• **WHAT THIS TASK INVOLVES**: Copy, from the entries below, each line where the word "down" can be found.
----
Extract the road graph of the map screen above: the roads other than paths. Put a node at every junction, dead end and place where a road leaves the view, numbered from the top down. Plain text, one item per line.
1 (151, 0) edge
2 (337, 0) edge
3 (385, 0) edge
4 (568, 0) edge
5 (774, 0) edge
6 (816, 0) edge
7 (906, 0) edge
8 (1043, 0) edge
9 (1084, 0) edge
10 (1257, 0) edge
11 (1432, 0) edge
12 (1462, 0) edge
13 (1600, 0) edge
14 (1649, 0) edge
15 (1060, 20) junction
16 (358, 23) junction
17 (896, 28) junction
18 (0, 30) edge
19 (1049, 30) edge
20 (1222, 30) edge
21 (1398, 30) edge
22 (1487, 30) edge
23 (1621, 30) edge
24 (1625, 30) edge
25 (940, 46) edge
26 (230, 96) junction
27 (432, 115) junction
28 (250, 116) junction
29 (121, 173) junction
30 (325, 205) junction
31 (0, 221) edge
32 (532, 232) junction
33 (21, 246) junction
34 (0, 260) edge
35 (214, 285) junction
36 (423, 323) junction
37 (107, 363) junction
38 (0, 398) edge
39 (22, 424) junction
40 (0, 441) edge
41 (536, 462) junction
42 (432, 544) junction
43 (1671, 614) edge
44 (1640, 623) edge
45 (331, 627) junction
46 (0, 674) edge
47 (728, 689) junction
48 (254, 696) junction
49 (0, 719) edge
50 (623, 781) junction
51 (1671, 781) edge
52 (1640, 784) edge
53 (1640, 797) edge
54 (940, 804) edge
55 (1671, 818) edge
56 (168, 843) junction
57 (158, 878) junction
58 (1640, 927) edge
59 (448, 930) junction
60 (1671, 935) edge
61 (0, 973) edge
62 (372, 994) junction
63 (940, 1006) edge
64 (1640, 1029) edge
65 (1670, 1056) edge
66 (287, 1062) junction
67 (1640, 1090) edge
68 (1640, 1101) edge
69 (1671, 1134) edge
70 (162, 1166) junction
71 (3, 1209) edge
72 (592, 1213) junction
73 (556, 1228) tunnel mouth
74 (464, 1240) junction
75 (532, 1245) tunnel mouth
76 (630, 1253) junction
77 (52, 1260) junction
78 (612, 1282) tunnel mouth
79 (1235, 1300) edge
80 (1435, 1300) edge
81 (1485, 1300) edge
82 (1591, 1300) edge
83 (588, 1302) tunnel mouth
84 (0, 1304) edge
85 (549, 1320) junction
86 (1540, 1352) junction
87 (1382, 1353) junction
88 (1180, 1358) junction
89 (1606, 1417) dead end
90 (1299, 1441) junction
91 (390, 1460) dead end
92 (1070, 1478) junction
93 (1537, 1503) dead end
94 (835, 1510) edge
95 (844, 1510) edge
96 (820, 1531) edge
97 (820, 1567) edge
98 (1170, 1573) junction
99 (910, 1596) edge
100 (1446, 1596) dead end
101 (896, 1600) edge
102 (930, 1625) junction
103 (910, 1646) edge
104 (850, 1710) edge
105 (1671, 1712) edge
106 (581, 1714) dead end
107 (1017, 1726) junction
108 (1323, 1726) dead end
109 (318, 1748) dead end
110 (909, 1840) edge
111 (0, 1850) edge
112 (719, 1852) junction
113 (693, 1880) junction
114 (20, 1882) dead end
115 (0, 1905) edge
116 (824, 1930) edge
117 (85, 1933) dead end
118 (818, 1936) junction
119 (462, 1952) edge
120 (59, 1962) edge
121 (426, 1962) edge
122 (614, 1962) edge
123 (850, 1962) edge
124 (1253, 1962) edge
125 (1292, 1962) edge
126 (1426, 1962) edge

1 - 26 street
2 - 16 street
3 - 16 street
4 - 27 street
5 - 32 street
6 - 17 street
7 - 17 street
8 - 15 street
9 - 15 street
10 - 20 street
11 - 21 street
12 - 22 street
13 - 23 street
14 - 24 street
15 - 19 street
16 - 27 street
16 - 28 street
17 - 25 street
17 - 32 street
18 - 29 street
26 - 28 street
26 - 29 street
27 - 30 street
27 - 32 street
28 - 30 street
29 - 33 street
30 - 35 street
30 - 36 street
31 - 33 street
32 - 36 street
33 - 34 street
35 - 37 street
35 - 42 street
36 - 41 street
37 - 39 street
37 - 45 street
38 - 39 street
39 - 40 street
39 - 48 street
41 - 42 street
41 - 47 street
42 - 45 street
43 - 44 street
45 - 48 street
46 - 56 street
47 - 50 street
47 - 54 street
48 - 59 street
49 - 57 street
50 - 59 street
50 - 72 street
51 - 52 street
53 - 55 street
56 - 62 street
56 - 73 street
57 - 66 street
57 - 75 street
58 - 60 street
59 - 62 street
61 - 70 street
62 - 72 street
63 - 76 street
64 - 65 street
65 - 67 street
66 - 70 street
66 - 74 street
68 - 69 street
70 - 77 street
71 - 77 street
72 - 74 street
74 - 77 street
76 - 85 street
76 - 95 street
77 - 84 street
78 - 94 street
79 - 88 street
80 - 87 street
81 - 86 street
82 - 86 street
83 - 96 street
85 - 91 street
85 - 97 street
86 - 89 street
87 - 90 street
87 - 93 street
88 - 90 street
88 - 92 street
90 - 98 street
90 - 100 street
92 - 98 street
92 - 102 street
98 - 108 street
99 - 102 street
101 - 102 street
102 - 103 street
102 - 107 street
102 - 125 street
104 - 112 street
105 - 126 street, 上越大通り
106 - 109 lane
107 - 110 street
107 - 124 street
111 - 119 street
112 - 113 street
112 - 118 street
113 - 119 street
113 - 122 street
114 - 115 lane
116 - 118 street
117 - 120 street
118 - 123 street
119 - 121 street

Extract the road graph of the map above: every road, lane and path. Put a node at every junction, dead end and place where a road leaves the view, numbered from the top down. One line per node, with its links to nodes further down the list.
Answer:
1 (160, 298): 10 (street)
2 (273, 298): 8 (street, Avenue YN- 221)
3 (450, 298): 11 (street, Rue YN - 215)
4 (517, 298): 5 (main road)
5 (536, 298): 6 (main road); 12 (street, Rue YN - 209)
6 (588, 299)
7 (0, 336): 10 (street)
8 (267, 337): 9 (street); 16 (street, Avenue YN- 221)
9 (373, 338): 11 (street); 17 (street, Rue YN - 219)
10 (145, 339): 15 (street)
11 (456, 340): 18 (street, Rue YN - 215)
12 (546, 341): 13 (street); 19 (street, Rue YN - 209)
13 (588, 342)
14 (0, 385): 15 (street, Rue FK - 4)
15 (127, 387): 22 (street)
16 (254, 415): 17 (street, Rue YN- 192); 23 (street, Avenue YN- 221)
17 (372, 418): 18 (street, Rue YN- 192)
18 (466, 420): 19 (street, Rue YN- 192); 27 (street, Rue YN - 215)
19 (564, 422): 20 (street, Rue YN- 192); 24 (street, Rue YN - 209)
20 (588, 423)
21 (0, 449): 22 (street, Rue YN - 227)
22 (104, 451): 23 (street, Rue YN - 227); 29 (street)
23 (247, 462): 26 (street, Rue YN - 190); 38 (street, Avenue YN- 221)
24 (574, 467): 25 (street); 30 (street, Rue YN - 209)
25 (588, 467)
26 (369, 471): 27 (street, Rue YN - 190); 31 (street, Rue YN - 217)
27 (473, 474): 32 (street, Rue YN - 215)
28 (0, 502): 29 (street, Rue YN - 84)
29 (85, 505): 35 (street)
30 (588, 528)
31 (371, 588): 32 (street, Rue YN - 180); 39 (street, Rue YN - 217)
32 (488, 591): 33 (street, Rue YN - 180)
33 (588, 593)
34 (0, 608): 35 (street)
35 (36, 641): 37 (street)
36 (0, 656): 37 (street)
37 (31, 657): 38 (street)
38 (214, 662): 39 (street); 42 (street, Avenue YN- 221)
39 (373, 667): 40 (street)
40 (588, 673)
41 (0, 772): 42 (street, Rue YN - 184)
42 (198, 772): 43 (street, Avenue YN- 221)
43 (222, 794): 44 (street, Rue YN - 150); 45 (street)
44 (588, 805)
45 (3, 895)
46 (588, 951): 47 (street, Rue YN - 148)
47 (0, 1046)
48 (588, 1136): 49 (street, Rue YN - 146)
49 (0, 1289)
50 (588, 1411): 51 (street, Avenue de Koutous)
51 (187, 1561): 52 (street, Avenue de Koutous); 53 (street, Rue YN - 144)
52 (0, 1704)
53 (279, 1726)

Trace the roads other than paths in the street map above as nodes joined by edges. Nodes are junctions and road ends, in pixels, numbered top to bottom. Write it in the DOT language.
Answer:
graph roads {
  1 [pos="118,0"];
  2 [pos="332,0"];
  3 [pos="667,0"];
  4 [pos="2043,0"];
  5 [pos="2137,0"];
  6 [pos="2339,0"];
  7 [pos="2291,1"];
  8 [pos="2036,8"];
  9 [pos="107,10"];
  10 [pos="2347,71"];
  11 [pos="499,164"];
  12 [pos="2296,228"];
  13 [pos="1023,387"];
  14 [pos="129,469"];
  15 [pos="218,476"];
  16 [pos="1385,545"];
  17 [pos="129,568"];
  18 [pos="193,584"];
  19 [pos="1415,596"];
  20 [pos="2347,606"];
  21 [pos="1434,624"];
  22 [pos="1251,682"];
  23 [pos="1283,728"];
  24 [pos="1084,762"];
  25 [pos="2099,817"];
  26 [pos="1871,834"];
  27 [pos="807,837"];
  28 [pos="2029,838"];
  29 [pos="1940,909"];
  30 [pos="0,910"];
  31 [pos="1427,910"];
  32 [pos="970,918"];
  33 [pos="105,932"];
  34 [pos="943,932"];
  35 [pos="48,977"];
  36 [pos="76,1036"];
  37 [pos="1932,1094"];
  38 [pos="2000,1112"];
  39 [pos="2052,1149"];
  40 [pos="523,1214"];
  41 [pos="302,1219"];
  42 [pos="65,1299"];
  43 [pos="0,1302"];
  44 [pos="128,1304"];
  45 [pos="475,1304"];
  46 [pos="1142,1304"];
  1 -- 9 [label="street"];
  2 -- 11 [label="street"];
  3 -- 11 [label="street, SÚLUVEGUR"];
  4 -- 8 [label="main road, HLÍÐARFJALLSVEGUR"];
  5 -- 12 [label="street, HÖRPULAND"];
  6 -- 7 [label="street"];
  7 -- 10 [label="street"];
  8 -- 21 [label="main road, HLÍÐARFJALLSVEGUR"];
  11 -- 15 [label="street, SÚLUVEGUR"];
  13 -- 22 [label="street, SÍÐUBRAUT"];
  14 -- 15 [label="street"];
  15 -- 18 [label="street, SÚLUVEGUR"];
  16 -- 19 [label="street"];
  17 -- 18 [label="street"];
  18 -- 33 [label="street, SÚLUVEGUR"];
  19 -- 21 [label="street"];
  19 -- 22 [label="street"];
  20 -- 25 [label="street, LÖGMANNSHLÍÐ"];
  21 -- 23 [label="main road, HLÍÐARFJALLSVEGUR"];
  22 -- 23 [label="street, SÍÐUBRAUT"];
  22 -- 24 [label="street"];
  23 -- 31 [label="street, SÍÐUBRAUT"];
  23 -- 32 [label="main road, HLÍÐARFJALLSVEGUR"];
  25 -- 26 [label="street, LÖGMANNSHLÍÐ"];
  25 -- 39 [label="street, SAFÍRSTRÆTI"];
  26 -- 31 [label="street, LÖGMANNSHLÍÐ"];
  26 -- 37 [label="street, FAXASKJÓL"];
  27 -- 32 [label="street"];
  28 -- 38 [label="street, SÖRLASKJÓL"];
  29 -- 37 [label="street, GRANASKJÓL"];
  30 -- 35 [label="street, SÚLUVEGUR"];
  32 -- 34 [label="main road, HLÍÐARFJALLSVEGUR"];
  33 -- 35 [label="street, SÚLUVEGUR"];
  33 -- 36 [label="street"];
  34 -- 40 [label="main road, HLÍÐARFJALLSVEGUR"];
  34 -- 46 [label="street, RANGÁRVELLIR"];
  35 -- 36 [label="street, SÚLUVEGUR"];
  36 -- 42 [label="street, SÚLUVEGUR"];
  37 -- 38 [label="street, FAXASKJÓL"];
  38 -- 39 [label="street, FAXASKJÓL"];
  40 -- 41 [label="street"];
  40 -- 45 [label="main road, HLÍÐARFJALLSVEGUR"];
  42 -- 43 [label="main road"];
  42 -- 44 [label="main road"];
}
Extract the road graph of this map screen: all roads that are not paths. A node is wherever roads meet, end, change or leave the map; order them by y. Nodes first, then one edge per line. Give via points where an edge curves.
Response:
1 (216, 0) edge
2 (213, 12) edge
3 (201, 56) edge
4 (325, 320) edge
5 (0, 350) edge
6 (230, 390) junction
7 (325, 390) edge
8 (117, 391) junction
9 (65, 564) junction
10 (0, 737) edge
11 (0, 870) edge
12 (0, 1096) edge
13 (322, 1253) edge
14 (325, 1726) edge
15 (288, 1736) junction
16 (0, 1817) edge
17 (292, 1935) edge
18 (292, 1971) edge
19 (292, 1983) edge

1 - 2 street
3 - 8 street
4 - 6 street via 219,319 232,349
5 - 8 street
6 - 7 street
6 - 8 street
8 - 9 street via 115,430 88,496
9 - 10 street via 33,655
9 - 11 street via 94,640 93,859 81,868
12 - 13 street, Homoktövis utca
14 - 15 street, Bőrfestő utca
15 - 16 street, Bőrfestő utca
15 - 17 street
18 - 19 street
----
• **EXERCISE RESPONSE**:
Extract the road graph of the map screen above: the roads other than paths. Put a node at every junction, dead end and place where a road leaves the view, numbered from the top down. Plain text, one item per line.
Extract the road graph of the map above: every road, lane and path. Put a node at every junction, dead end and place where a road leaves the view, numbered from the top down. One line per node, with its links to nodes further down the list.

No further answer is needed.